Happiest Season es un licuado de momentos logrados y cosas descolgadas. En una película romántica gay que el mejor amigo de la protagonista sea gay es una deliciosa tomada de pelo a los clichés del género. Y Daniel Levy brilla en el rol, dando lugar al discurso mas potente y maravilloso del filme pero… el resto no está a la par durante la mayor parte del tiempo. También es cierto que la Stewart – a quien defendí últimamente en Los Angeles de Charlie y Underwater – parece haber retrocedido, regresando a los tics químicos de su época de Twilight. Se ve terriblemente apocada, incluso en una escena de karaoke se la traga el escenario y, cuando debe dar lugar a situaciones de errores – la primera cena en familia, la persecución de la madre de Harper, etc – parece pasada de Valium. Si, debe hacer de persona inserta en una situación embarazosa pero incómoda y anónima son dos cosas distintas. Piensen las mismas situaciones en una comedia hetero con alguien tipo Hugh Grant dando señales sutiles todo el tiempo de su incomodidad o transmitiendo simpatía mientras se descubre en un aprieto. Acá la Stewart solo desvía la mirada, habla en voz baja, se tapa la cara con la mano. No, no es un indicio de que la Stewart sea mala actriz – cuando las cosas se ponen picantes con la Mackenzie muestra sus músculos actorales – pero si de que la comedia de situación no es lo suyo. Pongan a Aubrey Plaza (que hace maravillas en un papel pobremente escrito) y verán lo que puede hacer una comediante experimentada.

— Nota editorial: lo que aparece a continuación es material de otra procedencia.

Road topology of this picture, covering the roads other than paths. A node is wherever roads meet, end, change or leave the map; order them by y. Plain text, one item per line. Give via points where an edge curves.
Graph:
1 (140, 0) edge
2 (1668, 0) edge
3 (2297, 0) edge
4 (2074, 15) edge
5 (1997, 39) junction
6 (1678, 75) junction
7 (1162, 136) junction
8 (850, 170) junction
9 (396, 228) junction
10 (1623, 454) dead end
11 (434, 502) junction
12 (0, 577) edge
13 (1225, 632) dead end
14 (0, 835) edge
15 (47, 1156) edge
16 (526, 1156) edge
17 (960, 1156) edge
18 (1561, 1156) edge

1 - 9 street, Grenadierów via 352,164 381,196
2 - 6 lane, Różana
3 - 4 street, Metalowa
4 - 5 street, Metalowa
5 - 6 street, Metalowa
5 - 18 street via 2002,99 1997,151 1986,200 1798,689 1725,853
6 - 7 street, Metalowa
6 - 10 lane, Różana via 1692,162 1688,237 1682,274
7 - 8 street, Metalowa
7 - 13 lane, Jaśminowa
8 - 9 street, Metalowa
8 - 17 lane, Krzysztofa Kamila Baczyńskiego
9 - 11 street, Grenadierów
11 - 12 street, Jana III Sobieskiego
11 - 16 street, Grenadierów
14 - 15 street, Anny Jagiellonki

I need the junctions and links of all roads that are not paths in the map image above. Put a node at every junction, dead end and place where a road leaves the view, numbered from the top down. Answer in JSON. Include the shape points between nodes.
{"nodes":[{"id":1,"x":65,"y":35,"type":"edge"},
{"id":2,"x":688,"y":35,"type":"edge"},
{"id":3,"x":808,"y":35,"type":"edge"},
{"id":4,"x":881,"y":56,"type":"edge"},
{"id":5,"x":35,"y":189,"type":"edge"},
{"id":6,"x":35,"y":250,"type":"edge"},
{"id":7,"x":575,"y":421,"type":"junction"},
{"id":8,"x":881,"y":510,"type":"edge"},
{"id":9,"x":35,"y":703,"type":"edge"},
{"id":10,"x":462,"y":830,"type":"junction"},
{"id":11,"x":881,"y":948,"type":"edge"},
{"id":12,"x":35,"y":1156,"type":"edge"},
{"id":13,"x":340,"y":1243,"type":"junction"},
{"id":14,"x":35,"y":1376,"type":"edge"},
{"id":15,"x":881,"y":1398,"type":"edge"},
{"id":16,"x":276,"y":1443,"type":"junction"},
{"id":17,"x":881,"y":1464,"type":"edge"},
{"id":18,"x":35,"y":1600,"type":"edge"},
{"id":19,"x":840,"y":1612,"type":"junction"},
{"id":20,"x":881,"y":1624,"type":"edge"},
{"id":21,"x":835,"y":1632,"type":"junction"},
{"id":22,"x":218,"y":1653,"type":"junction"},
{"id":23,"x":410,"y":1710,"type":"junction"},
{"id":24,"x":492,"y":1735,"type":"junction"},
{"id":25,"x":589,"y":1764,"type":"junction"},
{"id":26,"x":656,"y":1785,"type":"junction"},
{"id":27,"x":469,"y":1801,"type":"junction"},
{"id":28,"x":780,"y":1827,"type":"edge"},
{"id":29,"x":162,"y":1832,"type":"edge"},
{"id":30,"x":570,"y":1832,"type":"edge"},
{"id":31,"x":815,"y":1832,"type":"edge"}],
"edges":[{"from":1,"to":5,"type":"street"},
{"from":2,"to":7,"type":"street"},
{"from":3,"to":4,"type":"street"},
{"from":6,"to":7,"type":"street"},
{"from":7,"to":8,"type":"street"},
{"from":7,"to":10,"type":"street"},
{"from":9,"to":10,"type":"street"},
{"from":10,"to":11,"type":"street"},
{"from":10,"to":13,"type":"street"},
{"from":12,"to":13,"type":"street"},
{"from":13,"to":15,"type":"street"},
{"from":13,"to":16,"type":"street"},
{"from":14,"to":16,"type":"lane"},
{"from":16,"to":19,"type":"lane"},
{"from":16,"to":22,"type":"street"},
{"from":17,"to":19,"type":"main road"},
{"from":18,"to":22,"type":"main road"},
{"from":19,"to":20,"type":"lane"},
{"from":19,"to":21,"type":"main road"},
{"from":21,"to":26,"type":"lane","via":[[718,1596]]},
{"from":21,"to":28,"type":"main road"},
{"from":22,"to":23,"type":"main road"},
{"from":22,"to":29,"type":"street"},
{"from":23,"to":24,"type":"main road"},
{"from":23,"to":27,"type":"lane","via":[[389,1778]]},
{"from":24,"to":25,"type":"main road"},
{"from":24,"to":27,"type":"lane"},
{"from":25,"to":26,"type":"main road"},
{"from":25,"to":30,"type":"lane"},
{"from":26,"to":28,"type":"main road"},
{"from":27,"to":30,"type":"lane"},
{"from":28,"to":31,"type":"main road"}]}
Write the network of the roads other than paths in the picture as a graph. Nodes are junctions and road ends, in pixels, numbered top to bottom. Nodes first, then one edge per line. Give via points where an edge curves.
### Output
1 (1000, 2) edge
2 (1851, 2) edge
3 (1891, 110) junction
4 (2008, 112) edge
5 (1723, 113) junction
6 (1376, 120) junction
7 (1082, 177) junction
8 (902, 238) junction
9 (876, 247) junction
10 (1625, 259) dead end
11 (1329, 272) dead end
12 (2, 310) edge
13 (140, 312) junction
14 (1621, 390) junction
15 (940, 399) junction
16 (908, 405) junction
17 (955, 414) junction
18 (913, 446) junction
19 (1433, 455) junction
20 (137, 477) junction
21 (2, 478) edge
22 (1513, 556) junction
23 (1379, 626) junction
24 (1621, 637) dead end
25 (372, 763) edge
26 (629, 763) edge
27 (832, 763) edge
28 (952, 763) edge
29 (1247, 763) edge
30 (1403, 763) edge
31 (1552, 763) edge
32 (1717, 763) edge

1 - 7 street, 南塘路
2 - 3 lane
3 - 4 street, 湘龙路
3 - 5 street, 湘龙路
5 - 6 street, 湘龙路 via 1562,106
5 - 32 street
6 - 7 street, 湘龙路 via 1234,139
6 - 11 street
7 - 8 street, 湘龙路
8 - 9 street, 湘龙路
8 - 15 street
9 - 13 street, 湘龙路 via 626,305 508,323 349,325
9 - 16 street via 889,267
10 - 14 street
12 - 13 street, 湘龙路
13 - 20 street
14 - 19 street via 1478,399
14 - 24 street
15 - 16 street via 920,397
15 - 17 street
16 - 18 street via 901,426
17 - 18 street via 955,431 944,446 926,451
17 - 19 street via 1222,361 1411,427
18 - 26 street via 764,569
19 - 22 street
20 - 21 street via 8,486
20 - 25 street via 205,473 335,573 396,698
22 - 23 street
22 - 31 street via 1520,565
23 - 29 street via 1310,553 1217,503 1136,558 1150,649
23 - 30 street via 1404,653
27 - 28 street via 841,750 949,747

Sí, sí, ya lo sé: este es un trabajo de amor y la mitad del elenco principal es gay o queer en la vida real; pero ello no implica que haya que poner artificialidad en la cosa, o que simplemente una persona por ser gay sea la mejor para un papel gay (digo, debe haber toneladas de comediantes gay que hubieran llevado el papel de la Stewart con mayor naturalidad). A esto se suma el final final que es extremadamente artificial, sin sacrificio, casi instantáneo… sin sangre. Este es simplemente un pasable buen paso para que haya mas comedias románticas gay pero, para hacer una gran comedia romántica (sea gay o no), la honestidad y la emotividad es lo primero. No era necesario ir muy lejos: bastaba con ver Con Amor, Simón (2018) y descubrir cómo se puede hacer algo sincero, emocionante y divertido sin necesidad de arruinar las intenciones del libreto con una sarta de malos gags que parecen salidos de Saturday Night Live.